Search the entries below for "Guglielmo". Report each line where it occurs.

# Data listing
*** Block opens ***

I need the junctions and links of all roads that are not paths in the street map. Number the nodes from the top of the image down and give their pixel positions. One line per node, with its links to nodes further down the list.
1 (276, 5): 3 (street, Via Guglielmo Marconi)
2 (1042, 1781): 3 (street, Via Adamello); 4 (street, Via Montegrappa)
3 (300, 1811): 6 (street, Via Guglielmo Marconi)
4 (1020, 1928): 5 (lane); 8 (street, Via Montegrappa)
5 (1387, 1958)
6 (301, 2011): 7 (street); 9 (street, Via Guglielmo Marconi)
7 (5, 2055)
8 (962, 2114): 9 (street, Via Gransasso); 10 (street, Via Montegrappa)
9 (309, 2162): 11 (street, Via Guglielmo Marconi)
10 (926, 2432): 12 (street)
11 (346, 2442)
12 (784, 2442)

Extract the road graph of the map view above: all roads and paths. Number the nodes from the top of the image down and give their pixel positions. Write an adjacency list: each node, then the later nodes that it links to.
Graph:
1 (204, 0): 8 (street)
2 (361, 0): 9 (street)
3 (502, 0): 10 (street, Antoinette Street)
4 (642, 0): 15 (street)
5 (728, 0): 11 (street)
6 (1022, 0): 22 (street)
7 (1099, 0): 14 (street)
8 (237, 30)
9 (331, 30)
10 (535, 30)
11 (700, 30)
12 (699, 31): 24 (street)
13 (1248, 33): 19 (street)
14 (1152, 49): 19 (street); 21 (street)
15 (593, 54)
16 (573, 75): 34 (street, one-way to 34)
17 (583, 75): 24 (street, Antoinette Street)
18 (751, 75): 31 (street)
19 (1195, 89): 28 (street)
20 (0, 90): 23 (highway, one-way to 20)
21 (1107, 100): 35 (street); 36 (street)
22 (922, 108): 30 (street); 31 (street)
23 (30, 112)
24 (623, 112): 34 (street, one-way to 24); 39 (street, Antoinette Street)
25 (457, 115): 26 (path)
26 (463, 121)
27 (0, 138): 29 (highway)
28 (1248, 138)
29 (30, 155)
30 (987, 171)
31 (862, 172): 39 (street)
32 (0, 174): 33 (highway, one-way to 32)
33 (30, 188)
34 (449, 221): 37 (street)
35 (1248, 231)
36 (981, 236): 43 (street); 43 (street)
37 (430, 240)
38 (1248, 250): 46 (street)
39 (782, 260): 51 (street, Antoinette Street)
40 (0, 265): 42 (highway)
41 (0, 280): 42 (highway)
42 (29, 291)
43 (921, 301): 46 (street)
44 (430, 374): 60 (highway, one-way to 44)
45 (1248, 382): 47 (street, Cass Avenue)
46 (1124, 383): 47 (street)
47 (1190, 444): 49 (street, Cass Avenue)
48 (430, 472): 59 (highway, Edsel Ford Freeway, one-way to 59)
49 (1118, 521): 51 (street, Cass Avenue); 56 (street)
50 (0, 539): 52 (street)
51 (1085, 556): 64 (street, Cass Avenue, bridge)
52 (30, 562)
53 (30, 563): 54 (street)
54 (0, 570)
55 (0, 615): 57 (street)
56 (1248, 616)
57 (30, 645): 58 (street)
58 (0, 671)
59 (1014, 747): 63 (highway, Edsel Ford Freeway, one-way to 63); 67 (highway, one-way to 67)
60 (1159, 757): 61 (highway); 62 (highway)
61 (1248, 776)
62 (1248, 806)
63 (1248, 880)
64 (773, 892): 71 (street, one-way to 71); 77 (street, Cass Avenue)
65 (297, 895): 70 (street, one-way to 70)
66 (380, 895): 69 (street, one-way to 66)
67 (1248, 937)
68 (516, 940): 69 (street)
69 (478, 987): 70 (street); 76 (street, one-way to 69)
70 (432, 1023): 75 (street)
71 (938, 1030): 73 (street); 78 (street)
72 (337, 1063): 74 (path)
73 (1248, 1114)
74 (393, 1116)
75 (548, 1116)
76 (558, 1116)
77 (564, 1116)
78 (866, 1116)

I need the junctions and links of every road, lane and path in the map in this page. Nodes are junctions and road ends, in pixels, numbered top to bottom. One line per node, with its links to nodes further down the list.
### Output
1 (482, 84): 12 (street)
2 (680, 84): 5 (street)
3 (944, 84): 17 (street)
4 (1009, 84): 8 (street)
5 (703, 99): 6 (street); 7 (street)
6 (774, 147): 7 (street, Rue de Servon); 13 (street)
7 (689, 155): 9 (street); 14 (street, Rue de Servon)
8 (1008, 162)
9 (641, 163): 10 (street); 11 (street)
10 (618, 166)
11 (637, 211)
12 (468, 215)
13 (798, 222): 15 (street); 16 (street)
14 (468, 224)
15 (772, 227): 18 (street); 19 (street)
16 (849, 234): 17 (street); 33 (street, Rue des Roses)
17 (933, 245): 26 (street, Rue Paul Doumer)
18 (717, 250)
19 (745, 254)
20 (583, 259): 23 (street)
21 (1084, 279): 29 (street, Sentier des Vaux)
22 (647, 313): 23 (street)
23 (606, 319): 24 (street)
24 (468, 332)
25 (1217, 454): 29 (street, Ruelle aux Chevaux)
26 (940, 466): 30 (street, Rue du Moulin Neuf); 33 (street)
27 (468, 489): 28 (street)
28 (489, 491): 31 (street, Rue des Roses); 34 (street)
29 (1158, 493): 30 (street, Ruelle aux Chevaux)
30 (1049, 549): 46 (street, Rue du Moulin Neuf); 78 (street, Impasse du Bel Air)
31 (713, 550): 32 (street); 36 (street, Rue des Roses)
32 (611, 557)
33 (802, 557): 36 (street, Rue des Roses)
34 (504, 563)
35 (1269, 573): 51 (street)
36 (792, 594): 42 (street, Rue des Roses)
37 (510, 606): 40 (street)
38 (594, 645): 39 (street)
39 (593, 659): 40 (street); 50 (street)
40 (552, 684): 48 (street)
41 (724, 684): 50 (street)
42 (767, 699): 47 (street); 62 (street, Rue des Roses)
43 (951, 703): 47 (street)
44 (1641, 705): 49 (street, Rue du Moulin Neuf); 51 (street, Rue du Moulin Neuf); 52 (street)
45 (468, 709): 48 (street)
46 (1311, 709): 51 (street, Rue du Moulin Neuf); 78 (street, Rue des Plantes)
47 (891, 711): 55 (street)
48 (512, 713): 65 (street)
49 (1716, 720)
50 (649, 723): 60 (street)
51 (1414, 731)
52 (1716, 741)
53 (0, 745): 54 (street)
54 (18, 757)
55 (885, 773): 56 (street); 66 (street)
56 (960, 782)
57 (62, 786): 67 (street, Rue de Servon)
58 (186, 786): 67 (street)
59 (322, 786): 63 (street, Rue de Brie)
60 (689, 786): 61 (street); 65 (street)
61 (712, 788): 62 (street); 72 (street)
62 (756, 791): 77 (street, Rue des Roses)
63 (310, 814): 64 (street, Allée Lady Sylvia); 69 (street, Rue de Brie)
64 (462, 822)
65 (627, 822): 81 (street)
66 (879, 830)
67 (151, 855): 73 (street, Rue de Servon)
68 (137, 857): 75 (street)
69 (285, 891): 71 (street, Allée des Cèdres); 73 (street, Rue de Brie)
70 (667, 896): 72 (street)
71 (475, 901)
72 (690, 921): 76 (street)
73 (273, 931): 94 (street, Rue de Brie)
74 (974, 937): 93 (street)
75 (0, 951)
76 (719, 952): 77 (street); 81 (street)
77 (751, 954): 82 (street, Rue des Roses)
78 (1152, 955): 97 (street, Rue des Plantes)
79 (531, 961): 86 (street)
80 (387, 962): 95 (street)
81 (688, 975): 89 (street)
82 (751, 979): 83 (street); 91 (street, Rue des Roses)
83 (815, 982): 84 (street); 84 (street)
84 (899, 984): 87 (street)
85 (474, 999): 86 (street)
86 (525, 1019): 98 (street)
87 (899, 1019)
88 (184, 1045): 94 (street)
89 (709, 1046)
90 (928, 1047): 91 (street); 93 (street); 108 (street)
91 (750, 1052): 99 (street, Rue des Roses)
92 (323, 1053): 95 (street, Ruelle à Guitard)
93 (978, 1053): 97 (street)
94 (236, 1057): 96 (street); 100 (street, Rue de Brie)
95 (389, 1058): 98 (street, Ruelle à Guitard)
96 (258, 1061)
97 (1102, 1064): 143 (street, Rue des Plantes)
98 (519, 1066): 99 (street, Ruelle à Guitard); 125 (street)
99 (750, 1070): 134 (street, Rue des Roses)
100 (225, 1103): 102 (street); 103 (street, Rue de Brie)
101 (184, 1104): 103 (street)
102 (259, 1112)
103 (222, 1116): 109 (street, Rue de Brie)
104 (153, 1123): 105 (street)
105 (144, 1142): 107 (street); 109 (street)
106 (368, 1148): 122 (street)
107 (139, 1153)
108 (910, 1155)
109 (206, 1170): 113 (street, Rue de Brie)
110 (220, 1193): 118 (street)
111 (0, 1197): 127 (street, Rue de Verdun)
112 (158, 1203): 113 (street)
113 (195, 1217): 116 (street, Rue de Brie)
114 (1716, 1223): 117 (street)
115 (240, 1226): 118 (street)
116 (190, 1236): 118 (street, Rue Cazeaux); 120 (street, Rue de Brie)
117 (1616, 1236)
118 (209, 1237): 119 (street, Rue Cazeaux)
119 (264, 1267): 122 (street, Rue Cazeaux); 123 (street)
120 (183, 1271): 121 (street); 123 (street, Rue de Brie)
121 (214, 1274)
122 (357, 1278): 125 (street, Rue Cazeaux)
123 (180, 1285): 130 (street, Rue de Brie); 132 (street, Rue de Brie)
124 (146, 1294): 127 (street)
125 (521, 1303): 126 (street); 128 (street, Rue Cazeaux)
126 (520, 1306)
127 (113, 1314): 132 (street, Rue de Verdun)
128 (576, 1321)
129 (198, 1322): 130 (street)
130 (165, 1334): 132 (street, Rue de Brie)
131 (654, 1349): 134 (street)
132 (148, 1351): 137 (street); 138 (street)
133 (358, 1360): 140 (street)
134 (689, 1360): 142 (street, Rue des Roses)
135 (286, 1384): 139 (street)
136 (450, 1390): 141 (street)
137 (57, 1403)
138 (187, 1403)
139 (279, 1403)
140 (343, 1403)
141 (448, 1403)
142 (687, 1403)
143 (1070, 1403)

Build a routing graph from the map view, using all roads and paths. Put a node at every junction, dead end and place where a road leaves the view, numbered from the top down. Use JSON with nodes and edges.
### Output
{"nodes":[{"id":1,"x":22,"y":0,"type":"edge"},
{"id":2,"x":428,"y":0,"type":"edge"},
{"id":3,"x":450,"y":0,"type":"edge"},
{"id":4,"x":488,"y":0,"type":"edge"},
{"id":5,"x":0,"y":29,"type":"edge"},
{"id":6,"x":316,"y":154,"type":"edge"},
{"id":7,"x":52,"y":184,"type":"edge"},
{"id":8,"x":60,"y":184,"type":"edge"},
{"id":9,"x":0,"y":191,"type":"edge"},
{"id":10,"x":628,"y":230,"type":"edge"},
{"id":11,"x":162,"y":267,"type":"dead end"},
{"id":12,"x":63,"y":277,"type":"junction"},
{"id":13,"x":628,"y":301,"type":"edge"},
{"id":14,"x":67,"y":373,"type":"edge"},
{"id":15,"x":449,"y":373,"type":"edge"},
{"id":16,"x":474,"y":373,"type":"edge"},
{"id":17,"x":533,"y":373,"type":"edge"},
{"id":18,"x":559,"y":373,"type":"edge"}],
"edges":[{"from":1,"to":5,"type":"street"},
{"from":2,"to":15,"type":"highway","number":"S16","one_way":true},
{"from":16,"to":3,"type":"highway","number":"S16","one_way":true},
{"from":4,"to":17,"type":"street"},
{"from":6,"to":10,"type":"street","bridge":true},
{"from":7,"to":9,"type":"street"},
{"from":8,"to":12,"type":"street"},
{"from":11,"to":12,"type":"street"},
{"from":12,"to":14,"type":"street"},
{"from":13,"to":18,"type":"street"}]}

*** Block closes ***

# Exercise solution
1 (276, 5): 3 (street, Via Guglielmo Marconi)
3 (300, 1811): 6 (street, Via Guglielmo Marconi)
6 (301, 2011): 7 (street); 9 (street, Via Guglielmo Marconi)
9 (309, 2162): 11 (street, Via Guglielmo Marconi)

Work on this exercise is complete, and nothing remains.